As a group of Black mothers whose sons have been killed by police looked on, more than 100 members of Congress, Congressional staffers and other Capitol employees walked out of Congress and stood silently on the House steps yesterday with their hands raised in the air in a protest that demonstrates just how far the outrage over the recent grand jury decisions has penetrated the nation’s consciousness.
Pictures of the protest showed the remarkable image of more than 100 business-suited men and women, mostly African-American but also representing other races and ethnicities, standing in the December cold with the scaffolding-covered Capitol dome looming behind them.
Among the protesters were Reps. Joaquin Castro and Marc Veasey, both Democrats representing Texas, and Rep. Elijah Cummings, D-Md.
In a Congress where most of those who walked out will soon be members of the minority party, it’s not clear whether Congress will be taking any action that might satisfy those who have been showing their anger across the U.S. But the demonstration yesterday does illustrate that the voices of the protesters have reached the highest levels of American political power—as President Obama indicated a few days ago when he said he supported the protests as long as they remained peaceful.
The walk-out was witnessed by a group of Black mothers whose sons have been killed by police and who have been lobbying members of Congress this week seeking action to end police brutality.
As she watched the protest, Valerie Bell—whose son Sean Bell was shot by officers in New York in 2006 on the morning of his wedding—told reporters, “We stand with them, and they stand with us.”
As the protesters bowed their heads in front of the House, Senate Chaplain Barry C. Black, who is African-American, led them in prayer.

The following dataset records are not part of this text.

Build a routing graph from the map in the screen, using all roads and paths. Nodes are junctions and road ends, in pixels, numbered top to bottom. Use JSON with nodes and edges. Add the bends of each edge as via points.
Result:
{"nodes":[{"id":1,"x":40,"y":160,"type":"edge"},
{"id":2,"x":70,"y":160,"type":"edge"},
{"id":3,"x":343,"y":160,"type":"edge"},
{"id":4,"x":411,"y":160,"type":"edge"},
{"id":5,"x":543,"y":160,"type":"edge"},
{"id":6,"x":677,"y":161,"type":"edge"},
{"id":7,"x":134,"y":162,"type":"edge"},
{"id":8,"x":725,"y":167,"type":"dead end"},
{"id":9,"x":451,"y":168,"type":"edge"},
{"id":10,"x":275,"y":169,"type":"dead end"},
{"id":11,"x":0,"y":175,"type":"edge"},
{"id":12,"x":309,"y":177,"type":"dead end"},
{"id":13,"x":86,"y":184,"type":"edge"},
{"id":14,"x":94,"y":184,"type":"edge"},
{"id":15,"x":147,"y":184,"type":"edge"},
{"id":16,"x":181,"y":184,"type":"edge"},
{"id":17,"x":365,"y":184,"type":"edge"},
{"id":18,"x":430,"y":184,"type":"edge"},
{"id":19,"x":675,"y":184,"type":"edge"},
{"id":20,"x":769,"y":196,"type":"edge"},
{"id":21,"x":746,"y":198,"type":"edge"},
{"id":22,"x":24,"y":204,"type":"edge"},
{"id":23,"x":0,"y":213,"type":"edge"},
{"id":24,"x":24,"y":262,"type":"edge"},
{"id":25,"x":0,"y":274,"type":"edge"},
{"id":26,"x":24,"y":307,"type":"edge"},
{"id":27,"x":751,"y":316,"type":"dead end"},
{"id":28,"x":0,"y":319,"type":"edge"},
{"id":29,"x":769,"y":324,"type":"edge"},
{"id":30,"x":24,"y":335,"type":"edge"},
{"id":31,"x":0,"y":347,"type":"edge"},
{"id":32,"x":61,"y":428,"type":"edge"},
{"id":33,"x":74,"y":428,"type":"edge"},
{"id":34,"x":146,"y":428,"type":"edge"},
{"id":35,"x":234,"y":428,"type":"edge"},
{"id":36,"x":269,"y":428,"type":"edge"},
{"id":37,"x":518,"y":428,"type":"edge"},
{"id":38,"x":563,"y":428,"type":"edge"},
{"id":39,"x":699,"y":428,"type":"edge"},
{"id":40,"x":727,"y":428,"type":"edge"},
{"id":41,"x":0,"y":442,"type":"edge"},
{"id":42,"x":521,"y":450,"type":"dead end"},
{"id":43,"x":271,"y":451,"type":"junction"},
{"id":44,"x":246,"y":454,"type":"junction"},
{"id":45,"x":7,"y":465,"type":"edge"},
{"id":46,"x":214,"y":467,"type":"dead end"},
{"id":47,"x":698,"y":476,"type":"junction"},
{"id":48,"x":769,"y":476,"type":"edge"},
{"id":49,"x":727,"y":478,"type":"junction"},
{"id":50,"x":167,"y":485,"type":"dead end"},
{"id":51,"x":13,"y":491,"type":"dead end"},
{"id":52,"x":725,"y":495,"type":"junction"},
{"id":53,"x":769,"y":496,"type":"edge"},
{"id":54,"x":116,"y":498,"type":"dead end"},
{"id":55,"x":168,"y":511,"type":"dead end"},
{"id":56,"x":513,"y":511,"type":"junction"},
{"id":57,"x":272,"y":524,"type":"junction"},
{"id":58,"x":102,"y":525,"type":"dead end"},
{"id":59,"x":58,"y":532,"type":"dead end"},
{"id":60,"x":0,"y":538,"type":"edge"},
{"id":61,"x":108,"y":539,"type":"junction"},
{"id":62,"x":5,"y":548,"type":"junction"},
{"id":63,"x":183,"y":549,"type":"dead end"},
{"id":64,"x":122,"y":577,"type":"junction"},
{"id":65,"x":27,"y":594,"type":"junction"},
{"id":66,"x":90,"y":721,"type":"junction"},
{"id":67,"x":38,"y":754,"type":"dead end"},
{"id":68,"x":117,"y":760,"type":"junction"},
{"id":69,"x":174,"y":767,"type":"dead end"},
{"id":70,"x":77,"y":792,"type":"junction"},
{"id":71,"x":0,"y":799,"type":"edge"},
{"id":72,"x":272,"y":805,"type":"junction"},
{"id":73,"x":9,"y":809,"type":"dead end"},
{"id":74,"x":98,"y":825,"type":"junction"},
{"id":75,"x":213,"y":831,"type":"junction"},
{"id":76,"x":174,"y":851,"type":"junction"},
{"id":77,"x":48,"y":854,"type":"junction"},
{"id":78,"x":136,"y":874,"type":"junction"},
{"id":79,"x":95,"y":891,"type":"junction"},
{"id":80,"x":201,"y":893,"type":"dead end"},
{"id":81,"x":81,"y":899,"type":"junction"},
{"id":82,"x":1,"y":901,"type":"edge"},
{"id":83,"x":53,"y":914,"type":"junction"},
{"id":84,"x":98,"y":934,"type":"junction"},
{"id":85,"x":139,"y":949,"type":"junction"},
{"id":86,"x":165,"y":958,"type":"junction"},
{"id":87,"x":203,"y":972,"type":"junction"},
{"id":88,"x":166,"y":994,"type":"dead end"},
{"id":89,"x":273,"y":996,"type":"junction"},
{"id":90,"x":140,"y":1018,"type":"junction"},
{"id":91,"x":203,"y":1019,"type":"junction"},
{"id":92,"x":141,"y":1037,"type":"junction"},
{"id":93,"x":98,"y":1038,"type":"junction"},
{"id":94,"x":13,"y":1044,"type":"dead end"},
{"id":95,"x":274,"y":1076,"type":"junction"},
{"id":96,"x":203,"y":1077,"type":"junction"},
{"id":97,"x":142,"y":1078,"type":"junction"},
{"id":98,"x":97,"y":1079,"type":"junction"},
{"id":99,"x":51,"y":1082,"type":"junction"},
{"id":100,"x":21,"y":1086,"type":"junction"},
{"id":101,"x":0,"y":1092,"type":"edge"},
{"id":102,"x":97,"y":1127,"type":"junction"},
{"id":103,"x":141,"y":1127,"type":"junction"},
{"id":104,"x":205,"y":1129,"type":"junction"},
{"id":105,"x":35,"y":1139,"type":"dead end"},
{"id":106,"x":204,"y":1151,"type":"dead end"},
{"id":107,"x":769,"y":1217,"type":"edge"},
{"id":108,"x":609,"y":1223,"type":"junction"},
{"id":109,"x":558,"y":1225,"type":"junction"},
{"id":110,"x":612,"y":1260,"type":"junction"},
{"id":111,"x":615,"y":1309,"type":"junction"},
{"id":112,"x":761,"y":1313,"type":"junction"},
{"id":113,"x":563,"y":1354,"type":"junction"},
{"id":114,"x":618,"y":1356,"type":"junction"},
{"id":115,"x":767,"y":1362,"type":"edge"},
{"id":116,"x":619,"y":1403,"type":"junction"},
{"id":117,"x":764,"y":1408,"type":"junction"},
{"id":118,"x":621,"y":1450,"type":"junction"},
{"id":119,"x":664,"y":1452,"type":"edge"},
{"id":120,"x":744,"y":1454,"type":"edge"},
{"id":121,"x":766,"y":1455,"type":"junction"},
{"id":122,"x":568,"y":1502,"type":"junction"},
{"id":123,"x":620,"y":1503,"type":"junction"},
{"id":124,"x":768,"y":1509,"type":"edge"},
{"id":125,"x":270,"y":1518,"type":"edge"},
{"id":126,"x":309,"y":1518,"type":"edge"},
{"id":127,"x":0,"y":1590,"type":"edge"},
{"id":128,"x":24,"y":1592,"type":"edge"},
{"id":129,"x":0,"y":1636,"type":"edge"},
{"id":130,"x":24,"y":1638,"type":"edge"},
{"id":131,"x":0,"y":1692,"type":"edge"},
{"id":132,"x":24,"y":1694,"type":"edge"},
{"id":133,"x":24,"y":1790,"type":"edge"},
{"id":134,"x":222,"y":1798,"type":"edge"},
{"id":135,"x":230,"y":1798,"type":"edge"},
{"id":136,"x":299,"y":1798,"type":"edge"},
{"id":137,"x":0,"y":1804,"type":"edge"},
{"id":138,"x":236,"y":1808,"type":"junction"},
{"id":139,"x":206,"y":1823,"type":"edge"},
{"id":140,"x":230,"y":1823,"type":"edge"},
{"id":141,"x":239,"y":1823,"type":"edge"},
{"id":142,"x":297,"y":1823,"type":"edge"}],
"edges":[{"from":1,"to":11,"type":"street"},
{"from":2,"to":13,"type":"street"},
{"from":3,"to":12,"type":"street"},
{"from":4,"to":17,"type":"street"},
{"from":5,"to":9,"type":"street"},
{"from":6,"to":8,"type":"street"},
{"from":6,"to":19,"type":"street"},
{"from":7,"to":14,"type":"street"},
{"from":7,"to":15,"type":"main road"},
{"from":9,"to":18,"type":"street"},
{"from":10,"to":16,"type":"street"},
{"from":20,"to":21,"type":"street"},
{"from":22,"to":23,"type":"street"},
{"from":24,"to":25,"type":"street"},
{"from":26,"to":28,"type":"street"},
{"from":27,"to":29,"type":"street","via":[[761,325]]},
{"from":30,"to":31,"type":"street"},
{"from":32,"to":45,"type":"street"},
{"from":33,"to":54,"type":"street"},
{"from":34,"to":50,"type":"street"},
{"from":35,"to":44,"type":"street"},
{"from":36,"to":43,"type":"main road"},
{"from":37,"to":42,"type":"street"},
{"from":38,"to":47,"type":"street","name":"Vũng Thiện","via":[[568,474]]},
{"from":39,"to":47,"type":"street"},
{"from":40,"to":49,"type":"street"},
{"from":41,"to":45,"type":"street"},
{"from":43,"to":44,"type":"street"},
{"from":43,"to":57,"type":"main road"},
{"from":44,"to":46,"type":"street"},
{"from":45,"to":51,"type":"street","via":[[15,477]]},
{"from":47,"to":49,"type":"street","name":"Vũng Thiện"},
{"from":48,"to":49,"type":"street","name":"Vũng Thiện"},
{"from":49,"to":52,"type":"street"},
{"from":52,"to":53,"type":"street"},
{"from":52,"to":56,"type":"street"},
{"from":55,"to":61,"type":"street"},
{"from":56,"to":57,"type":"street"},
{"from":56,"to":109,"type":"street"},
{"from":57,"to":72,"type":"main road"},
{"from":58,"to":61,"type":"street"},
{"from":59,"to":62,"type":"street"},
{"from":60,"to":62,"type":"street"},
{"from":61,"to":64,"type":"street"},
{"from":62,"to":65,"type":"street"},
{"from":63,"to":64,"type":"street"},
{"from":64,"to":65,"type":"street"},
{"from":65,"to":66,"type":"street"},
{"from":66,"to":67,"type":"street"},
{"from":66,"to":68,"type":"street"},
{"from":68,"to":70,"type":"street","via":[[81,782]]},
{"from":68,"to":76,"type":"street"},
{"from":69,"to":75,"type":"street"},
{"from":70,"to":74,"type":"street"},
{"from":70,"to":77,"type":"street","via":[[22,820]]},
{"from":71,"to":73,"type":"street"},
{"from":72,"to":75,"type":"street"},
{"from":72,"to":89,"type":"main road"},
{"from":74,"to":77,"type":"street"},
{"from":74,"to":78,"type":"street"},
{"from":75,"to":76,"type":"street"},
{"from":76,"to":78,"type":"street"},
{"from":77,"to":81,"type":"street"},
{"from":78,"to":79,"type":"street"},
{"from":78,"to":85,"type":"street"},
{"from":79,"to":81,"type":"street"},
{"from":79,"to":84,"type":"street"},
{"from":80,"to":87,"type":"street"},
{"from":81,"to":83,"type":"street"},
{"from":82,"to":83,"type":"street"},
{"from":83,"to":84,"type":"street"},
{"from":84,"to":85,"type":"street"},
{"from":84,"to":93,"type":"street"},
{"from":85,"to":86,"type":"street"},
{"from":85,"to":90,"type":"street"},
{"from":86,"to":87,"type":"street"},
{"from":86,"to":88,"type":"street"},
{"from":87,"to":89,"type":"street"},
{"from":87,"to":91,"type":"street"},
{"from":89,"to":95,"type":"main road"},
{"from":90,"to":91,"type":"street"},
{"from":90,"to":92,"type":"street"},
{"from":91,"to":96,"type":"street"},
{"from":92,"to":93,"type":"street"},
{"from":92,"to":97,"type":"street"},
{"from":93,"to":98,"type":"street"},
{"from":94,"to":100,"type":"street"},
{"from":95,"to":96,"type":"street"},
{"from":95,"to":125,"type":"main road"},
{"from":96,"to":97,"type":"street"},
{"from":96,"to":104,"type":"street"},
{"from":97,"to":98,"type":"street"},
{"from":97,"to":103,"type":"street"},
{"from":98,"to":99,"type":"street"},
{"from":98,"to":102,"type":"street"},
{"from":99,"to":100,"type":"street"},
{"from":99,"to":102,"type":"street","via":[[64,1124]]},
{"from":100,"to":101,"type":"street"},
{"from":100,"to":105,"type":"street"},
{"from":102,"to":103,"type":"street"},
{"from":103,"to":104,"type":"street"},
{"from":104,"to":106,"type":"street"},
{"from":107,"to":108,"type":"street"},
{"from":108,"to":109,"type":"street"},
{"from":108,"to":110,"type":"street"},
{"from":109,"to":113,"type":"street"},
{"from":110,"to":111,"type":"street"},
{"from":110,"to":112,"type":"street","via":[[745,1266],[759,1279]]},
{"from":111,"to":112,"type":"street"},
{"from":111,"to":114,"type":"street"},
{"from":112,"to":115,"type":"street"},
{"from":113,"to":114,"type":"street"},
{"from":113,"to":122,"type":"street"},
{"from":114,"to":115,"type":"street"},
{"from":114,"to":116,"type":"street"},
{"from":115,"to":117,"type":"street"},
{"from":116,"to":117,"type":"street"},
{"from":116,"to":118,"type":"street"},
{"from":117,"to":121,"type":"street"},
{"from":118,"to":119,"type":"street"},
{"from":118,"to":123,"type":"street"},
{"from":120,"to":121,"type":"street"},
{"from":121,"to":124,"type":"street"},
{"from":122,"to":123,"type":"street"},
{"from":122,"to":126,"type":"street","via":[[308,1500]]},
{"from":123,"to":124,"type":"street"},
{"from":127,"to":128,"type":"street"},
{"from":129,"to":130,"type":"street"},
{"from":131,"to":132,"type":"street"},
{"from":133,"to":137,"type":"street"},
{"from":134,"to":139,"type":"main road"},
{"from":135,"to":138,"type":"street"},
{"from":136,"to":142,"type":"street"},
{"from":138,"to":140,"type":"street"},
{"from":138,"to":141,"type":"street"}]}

“Forgive us when we have failed to lift our voices for those who couldn’t speak or breathe for themselves,” Black said, emphasizing the word “breathe” in reference to Eric Garner, who repeatedly uttered the words “I can’t breathe” as he was being suffocated by NYPD officer Daniel Pantaleo.
“May we not forget that in our history injustice has often been maintained because good people failed to promptly act,” Black said, according to a CBS News report.
Congressional Black Associates and other groups representing minority employees of Congress organized the protest to show that they are in support of the protesters who are rallying around the country.
As they went back in the building, Black told reporters they were exercising their free speech rights “to say that there are some issues that are significantly critical, that there needs to be a greater conversation.”
“There is no community that is immune to police abuse,” Rep. Castro, a second generation Mexican-American, said afterward. “It is happening in every community. It is more concentrated in minority communities, particularly the African-American community, but this is something that all Americans are concerned about.”